For those dealing with kidney failure, vacations require more than packing bags and locking down the house. First and foremost, people like Arbuse must find a place to receive dialysis treatments. Without dialysis, fluid can build up in the lungs. In a worst case scenario, potassium can cause electrical symptoms that lead to cardiac arrest.
"[Those with kidney disease] realize that they will be more limited than before, but then they are pleasantly surprised," said Dr. David Henner, who works as the chief of nephrology at Berkshire Health Systems. "On Day One, I tell them, ‘Your life is not over. You can still travel and still enjoy travel.' "
About 0.1 percent, or 300,000 people, have Stage 5 kidney disease, which requires dialysis, according to Henner.
Arbuse considers himself fortunate that the South Berkshire County Dialysis Center is near his sister's home.
In Pittsfield, there's also the Berkshire Medical Center Renal Dialysis Unit.
Kathy Bianchi, clinical manager at the Great Barrington center, says the center's population swells during the summer with second-home owners, tourists and visitors.
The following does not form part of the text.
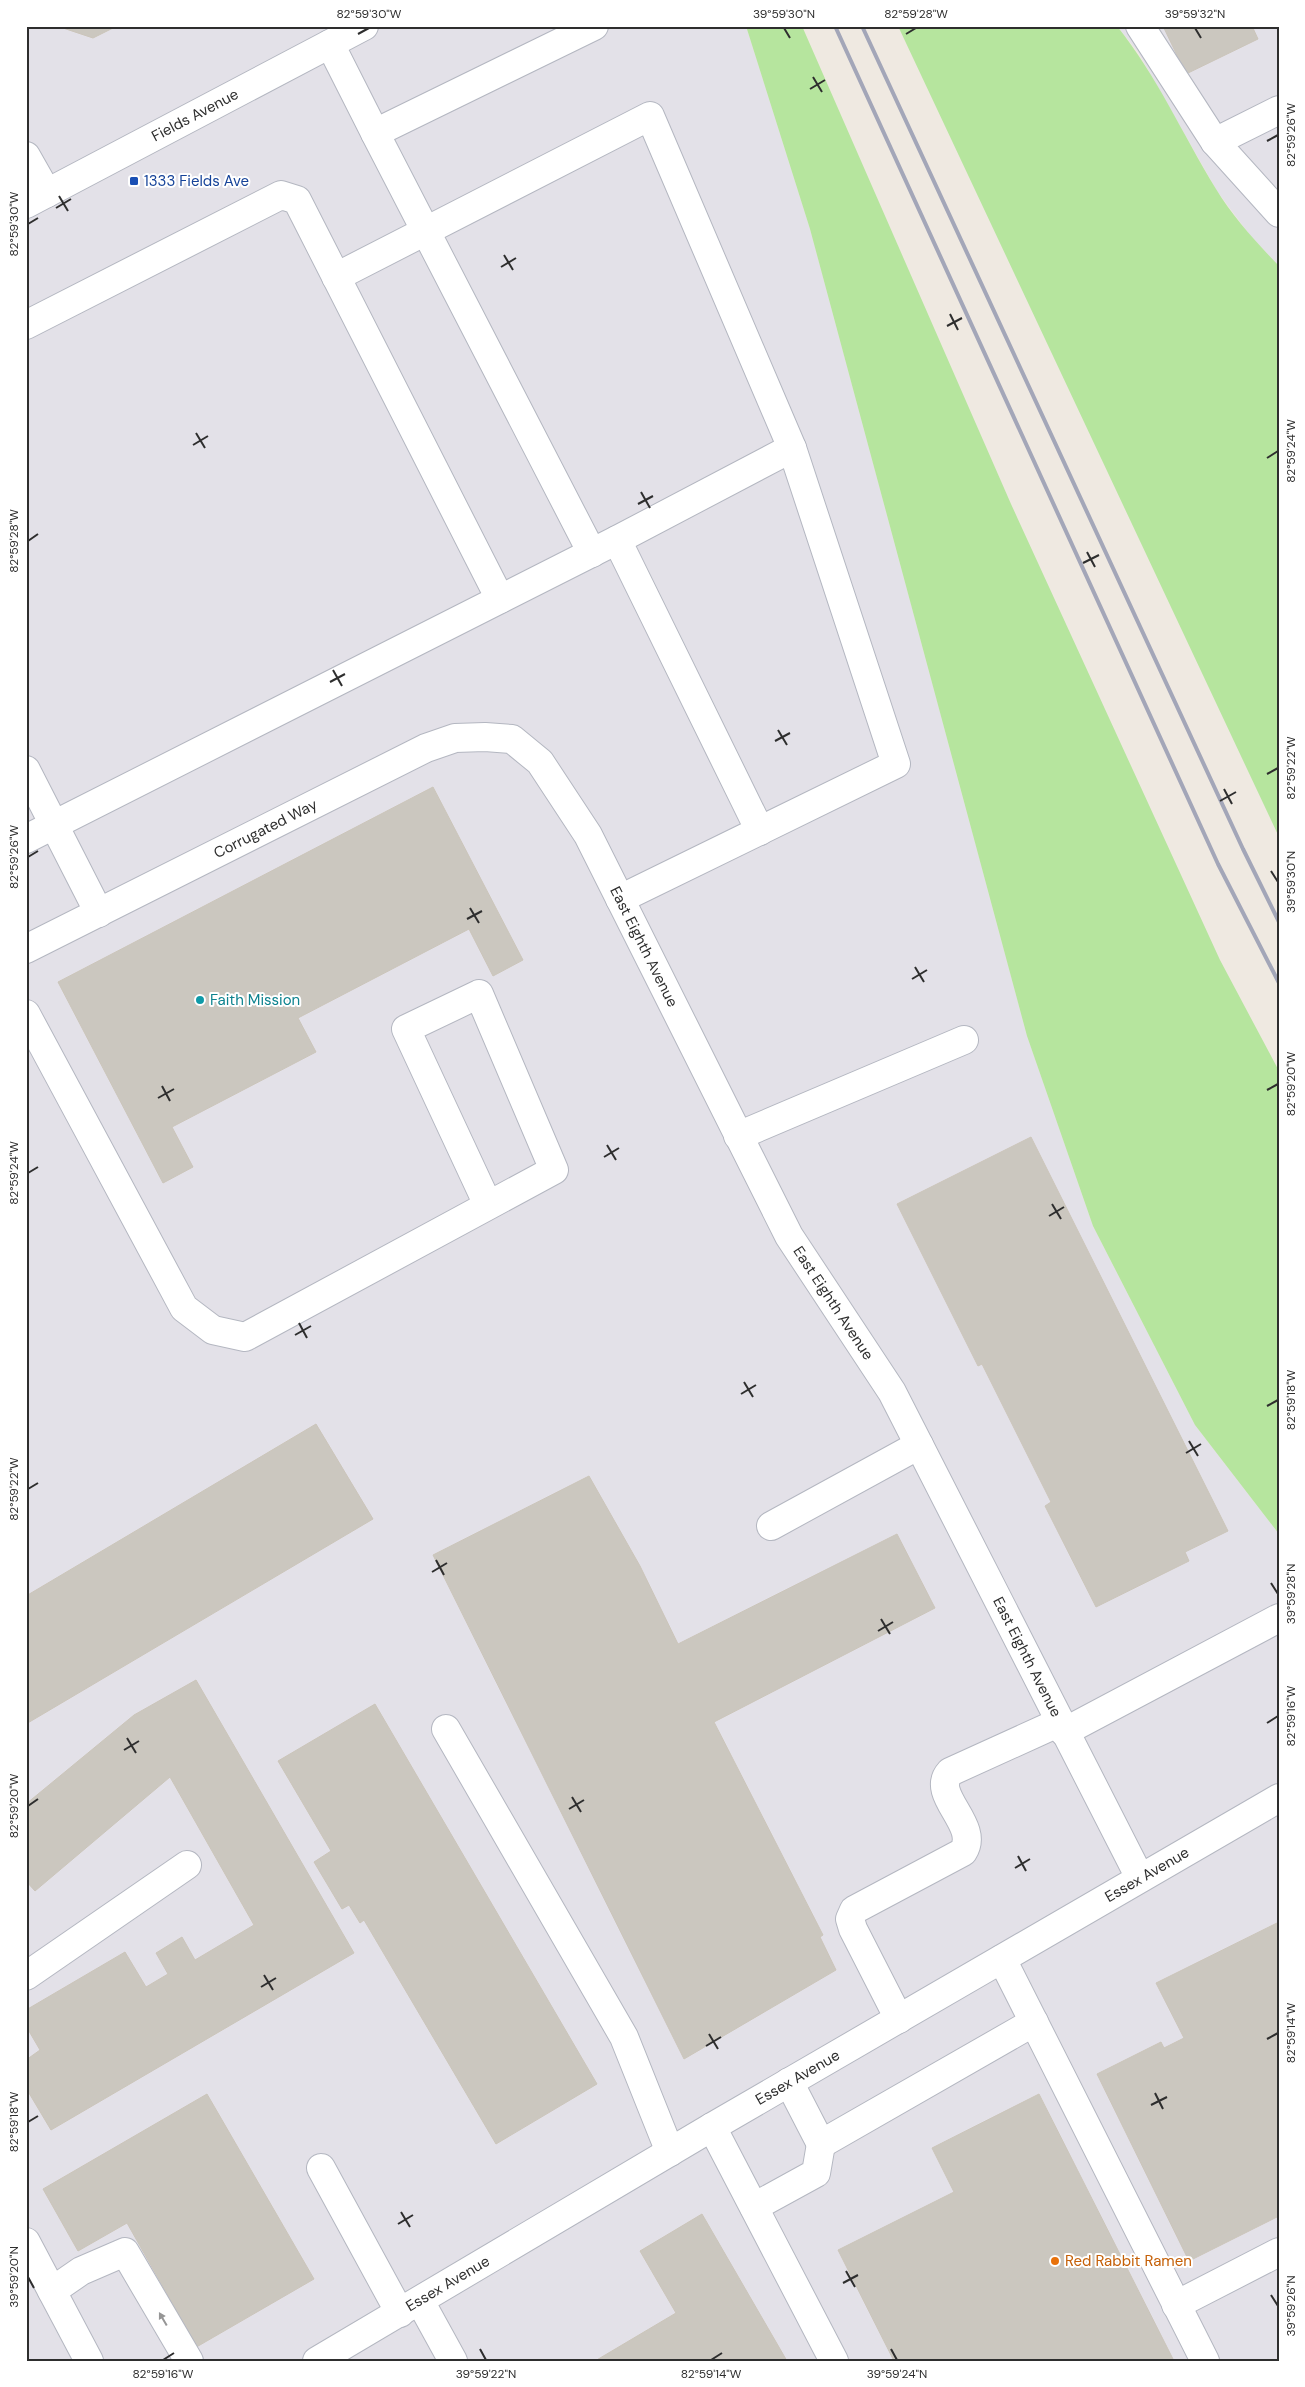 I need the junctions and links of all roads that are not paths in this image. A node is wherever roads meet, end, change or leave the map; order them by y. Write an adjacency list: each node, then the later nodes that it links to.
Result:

These individuals stop in for three to four hours before going on with their vacation.
In most cases, dialysis is covered by Medicare, regardless of age, Henner said. He said anyone traveling overseas, though, won't have their treatment paid for.
"They pay an extra $1,000 to get their dialysis, and they pay in cash," he said.
While their medical needs no longer keep them tethered to home during vacation season, people on dialysis still need to be careful.
"When they are not eating at home," and at a restaurant instead, "they have to be pretty cognizant about what their eating," Bianchi said.
Typically, doctors recommend a low-sodium diet and caution against potassium, which is found in green leafy vegetables and bananas.
After a morning spent in dialysis, Arbuse said he was ready for what comes next. And he was looking forward to an upcoming trip to Monticello, N.Y.
But for now, he was just enjoying his time in the Berkshires.
"I am here with family, and I have my grandson," he said. "That's what I live for."